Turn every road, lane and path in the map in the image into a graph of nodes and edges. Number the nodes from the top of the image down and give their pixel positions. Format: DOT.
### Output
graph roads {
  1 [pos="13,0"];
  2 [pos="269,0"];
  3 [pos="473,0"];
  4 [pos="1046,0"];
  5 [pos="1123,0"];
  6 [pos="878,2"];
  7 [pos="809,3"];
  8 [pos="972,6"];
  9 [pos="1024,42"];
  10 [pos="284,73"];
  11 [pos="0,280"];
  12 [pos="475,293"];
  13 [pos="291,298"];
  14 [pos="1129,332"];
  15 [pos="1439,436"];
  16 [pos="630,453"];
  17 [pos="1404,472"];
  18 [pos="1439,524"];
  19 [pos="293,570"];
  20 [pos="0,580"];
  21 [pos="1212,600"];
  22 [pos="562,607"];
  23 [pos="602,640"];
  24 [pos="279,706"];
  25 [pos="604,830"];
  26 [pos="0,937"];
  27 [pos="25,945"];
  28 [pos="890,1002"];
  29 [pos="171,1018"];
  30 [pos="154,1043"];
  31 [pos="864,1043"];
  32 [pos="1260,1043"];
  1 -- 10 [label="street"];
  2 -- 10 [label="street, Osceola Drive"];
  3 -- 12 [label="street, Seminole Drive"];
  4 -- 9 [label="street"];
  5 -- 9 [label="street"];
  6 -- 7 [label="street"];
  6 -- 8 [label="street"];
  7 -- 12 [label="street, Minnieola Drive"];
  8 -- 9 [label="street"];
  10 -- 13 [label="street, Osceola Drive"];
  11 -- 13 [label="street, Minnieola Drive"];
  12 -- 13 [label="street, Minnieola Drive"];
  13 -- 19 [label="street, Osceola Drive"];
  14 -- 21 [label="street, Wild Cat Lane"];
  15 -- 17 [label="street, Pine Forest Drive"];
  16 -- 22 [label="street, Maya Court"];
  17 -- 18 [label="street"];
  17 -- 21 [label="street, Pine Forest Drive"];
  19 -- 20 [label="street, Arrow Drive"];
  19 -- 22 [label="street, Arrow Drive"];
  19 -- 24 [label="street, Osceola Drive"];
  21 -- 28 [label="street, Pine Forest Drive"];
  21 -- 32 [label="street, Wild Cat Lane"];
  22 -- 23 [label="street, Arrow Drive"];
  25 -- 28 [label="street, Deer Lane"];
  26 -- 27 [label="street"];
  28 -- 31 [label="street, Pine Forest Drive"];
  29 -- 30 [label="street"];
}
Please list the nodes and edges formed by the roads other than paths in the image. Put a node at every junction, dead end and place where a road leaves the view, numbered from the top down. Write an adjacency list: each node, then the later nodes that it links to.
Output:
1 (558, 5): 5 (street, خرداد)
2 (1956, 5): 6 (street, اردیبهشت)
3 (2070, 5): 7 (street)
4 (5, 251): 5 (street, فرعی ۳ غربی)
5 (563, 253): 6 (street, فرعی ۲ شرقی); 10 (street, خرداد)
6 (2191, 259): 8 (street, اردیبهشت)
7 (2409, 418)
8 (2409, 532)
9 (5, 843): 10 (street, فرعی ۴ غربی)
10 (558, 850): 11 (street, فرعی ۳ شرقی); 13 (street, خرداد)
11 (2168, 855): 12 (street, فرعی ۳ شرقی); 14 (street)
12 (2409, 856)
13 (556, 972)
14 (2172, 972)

■ Exercise details ■
Take the material above and reproduce it word for word.

■ Answer to this exercise ■
Turn every road, lane and path in the map in the image into a graph of nodes and edges. Number the nodes from the top of the image down and give their pixel positions. Format: DOT.
### Output
graph roads {
  1 [pos="13,0"];
  2 [pos="269,0"];
  3 [pos="473,0"];
  4 [pos="1046,0"];
  5 [pos="1123,0"];
  6 [pos="878,2"];
  7 [pos="809,3"];
  8 [pos="972,6"];
  9 [pos="1024,42"];
  10 [pos="284,73"];
  11 [pos="0,280"];
  12 [pos="475,293"];
  13 [pos="291,298"];
  14 [pos="1129,332"];
  15 [pos="1439,436"];
  16 [pos="630,453"];
  17 [pos="1404,472"];
  18 [pos="1439,524"];
  19 [pos="293,570"];
  20 [pos="0,580"];
  21 [pos="1212,600"];
  22 [pos="562,607"];
  23 [pos="602,640"];
  24 [pos="279,706"];
  25 [pos="604,830"];
  26 [pos="0,937"];
  27 [pos="25,945"];
  28 [pos="890,1002"];
  29 [pos="171,1018"];
  30 [pos="154,1043"];
  31 [pos="864,1043"];
  32 [pos="1260,1043"];
  1 -- 10 [label="street"];
  2 -- 10 [label="street, Osceola Drive"];
  3 -- 12 [label="street, Seminole Drive"];
  4 -- 9 [label="street"];
  5 -- 9 [label="street"];
  6 -- 7 [label="street"];
  6 -- 8 [label="street"];
  7 -- 12 [label="street, Minnieola Drive"];
  8 -- 9 [label="street"];
  10 -- 13 [label="street, Osceola Drive"];
  11 -- 13 [label="street, Minnieola Drive"];
  12 -- 13 [label="street, Minnieola Drive"];
  13 -- 19 [label="street, Osceola Drive"];
  14 -- 21 [label="street, Wild Cat Lane"];
  15 -- 17 [label="street, Pine Forest Drive"];
  16 -- 22 [label="street, Maya Court"];
  17 -- 18 [label="street"];
  17 -- 21 [label="street, Pine Forest Drive"];
  19 -- 20 [label="street, Arrow Drive"];
  19 -- 22 [label="street, Arrow Drive"];
  19 -- 24 [label="street, Osceola Drive"];
  21 -- 28 [label="street, Pine Forest Drive"];
  21 -- 32 [label="street, Wild Cat Lane"];
  22 -- 23 [label="street, Arrow Drive"];
  25 -- 28 [label="street, Deer Lane"];
  26 -- 27 [label="street"];
  28 -- 31 [label="street, Pine Forest Drive"];
  29 -- 30 [label="street"];
}
Please list the nodes and edges formed by the roads other than paths in the image. Put a node at every junction, dead end and place where a road leaves the view, numbered from the top down. Write an adjacency list: each node, then the later nodes that it links to.
Output:
1 (558, 5): 5 (street, خرداد)
2 (1956, 5): 6 (street, اردیبهشت)
3 (2070, 5): 7 (street)
4 (5, 251): 5 (street, فرعی ۳ غربی)
5 (563, 253): 6 (street, فرعی ۲ شرقی); 10 (street, خرداد)
6 (2191, 259): 8 (street, اردیبهشت)
7 (2409, 418)
8 (2409, 532)
9 (5, 843): 10 (street, فرعی ۴ غربی)
10 (558, 850): 11 (street, فرعی ۳ شرقی); 13 (street, خرداد)
11 (2168, 855): 12 (street, فرعی ۳ شرقی); 14 (street)
12 (2409, 856)
13 (556, 972)
14 (2172, 972)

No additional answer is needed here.